В Ленинграде бились как рыба об лед, – пишет он с раздражением Луговскому в декабре 1938 года, – с этим окаянным секретариатом в Союзе писателей. Наконец решили от него избавиться – и, как ты уже знаешь из газет, – избавились – будь ему пусто.
Я прыгнул за письменный стол и тут почувствовал за долгое время не испытанное чувство облегчения оттого, что сбросил канцелярский груз, и чувство радости несравнимой – стихи потекли из меня – как в Баку нефтяной взрыв.
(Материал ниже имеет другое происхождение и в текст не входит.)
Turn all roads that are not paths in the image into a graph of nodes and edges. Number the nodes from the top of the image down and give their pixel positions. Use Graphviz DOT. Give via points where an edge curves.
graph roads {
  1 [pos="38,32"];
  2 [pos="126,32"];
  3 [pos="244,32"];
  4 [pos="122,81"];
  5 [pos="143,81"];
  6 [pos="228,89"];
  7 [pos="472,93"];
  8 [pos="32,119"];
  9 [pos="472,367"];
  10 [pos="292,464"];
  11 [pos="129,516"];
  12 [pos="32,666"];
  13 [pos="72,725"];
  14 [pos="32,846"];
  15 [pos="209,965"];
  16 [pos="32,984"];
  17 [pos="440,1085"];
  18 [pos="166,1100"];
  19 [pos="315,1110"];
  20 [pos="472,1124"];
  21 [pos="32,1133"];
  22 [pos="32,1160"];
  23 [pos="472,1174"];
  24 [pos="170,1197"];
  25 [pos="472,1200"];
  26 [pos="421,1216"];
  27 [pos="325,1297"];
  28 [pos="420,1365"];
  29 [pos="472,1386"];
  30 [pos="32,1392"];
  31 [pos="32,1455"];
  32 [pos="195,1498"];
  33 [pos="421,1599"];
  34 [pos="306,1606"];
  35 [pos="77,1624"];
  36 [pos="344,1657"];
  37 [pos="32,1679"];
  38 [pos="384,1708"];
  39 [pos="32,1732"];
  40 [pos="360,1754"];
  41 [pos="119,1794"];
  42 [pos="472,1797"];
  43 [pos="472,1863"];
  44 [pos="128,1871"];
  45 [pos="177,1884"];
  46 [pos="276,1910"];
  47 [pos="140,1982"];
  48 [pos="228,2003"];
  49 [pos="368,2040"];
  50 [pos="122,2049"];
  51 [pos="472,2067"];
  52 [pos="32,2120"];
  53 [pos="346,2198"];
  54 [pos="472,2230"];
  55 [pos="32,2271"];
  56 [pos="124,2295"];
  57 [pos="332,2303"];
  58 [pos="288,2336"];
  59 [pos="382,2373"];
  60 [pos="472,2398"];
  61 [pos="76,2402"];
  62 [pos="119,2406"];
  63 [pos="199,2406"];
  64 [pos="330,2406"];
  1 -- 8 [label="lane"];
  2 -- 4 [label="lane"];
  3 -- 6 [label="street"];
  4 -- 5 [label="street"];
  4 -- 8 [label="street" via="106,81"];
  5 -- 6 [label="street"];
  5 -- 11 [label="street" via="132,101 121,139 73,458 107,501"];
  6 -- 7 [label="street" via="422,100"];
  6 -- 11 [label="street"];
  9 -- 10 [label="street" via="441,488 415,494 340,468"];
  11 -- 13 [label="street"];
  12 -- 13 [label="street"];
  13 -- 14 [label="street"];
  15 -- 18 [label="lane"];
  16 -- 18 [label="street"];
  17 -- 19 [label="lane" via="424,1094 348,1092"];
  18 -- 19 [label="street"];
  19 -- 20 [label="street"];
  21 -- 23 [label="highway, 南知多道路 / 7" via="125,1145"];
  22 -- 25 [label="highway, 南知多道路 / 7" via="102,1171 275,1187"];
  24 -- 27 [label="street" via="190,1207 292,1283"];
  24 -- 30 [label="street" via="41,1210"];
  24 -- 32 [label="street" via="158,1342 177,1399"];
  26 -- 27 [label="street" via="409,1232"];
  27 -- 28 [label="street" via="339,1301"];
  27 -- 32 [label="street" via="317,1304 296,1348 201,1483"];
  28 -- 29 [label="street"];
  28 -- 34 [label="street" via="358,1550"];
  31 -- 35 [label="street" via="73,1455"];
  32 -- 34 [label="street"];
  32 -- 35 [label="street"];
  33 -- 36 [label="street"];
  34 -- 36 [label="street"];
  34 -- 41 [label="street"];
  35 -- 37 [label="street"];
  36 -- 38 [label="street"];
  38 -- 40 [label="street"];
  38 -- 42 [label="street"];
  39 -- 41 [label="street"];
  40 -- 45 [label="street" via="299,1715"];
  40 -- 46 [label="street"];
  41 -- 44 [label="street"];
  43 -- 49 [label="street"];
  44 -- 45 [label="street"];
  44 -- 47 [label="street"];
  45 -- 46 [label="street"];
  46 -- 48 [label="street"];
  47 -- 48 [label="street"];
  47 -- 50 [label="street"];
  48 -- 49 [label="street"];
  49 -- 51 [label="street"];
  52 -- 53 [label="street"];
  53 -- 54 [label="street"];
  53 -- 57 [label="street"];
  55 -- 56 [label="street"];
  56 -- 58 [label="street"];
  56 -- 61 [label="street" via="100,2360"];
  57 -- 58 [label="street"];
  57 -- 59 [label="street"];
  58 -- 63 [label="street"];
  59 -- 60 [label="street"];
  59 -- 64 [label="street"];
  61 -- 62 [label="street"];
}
Я даже сказал словами Хлебникова: я тот, кого не беспокоят. Я пишу поэму, написал интермедии к пьесе Сервантеса «Нумансия», старик, верно, в гробу переворачивается и грозит обрубком руки мне – ну уж, с того света немного достанешь…[398]
Мотив бегства от навязываемой чиновничьей роли звучит у Тихонова из письма в письмо. С начала 30‑х годов он кричит своим друзьям и знакомым литературным чиновникам, что хочет писать, а не служить. Этот крик только подтверждает неотвратимость будущей роли.
24
Не знаю, как другие писатели, но я каждый год погружался в новую работу, и меня вытаскивали за ноги и бросали в заседания и в разные дела, не имеющие отношения к литературе.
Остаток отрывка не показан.